** Opening RECORDS FOR THIS EXERCISE block **

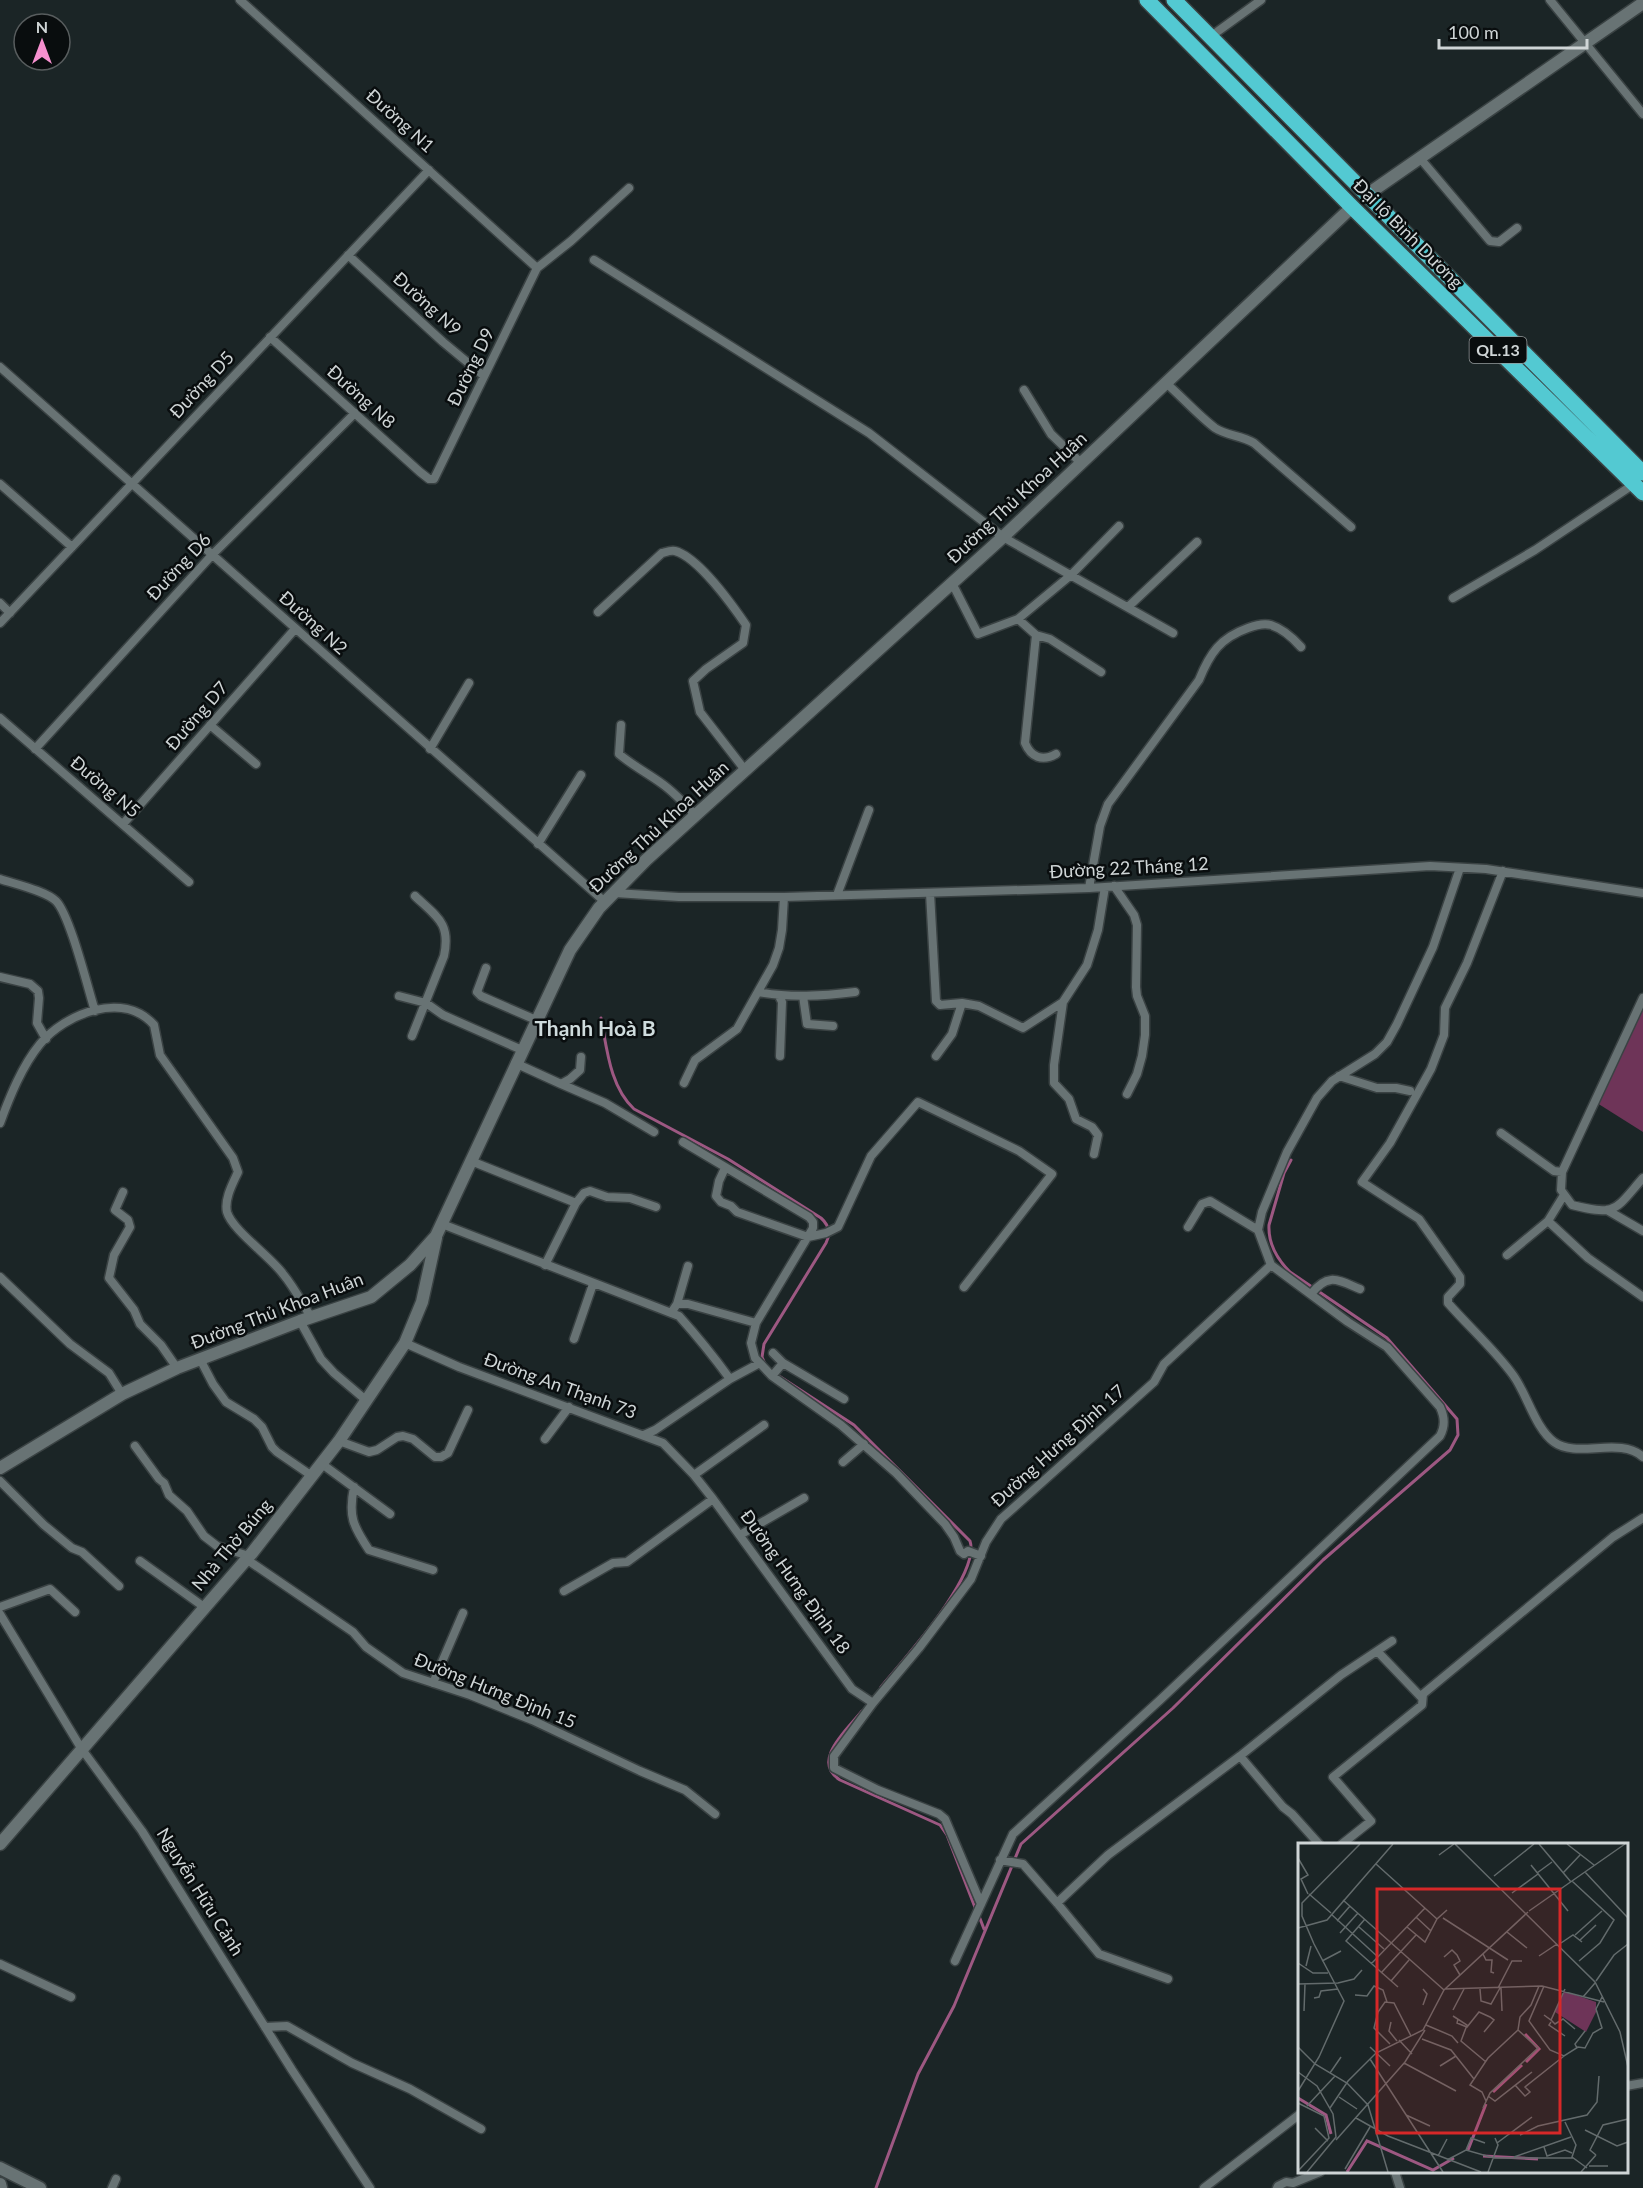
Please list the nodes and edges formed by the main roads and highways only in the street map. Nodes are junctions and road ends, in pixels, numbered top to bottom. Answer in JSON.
{"nodes":[{"id":1,"x":1147,"y":0,"type":"edge"},
{"id":2,"x":1174,"y":0,"type":"edge"},
{"id":3,"x":1643,"y":3,"type":"edge"},
{"id":4,"x":1368,"y":194,"type":"junction"},
{"id":5,"x":1353,"y":207,"type":"junction"},
{"id":6,"x":1640,"y":483,"type":"edge"},
{"id":7,"x":439,"y":1230,"type":"junction"},
{"id":8,"x":0,"y":1468,"type":"edge"},
{"id":9,"x":0,"y":1844,"type":"edge"},
{"id":10,"x":0,"y":2168,"type":"edge"},
{"id":11,"x":40,"y":2188,"type":"edge"}],
"edges":[{"from":1,"to":5,"type":"highway","name":"Đại lộ Bình Dương","number":"QL.13"},
{"from":2,"to":4,"type":"highway","name":"Đại lộ Bình Dương","number":"QL.13"},
{"from":3,"to":4,"type":"main road"},
{"from":4,"to":5,"type":"highway"},
{"from":4,"to":6,"type":"highway","name":"Đại lộ Bình Dương","number":"QL.13"},
{"from":5,"to":6,"type":"highway","name":"Đại lộ Bình Dương","number":"QL.13"},
{"from":5,"to":7,"type":"main road","name":"Đường Thủ Khoa Huân"},
{"from":7,"to":8,"type":"main road","name":"Đường Thủ Khoa Huân"},
{"from":7,"to":9,"type":"main road","name":"Nhà Thờ Búng"},
{"from":10,"to":11,"type":"main road"}]}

** Closing RECORDS FOR THIS EXERCISE block **

- TRY IT
Print each of the records above exactly as written, leaving no picture in the copy.

- OUTPUT FOR THIS EXERCISE
Please list the nodes and edges formed by the main roads and highways only in the street map. Nodes are junctions and road ends, in pixels, numbered top to bottom. Answer in JSON.
{"nodes":[{"id":1,"x":1147,"y":0,"type":"edge"},
{"id":2,"x":1174,"y":0,"type":"edge"},
{"id":3,"x":1643,"y":3,"type":"edge"},
{"id":4,"x":1368,"y":194,"type":"junction"},
{"id":5,"x":1353,"y":207,"type":"junction"},
{"id":6,"x":1640,"y":483,"type":"edge"},
{"id":7,"x":439,"y":1230,"type":"junction"},
{"id":8,"x":0,"y":1468,"type":"edge"},
{"id":9,"x":0,"y":1844,"type":"edge"},
{"id":10,"x":0,"y":2168,"type":"edge"},
{"id":11,"x":40,"y":2188,"type":"edge"}],
"edges":[{"from":1,"to":5,"type":"highway","name":"Đại lộ Bình Dương","number":"QL.13"},
{"from":2,"to":4,"type":"highway","name":"Đại lộ Bình Dương","number":"QL.13"},
{"from":3,"to":4,"type":"main road"},
{"from":4,"to":5,"type":"highway"},
{"from":4,"to":6,"type":"highway","name":"Đại lộ Bình Dương","number":"QL.13"},
{"from":5,"to":6,"type":"highway","name":"Đại lộ Bình Dương","number":"QL.13"},
{"from":5,"to":7,"type":"main road","name":"Đường Thủ Khoa Huân"},
{"from":7,"to":8,"type":"main road","name":"Đường Thủ Khoa Huân"},
{"from":7,"to":9,"type":"main road","name":"Nhà Thờ Búng"},
{"from":10,"to":11,"type":"main road"}]}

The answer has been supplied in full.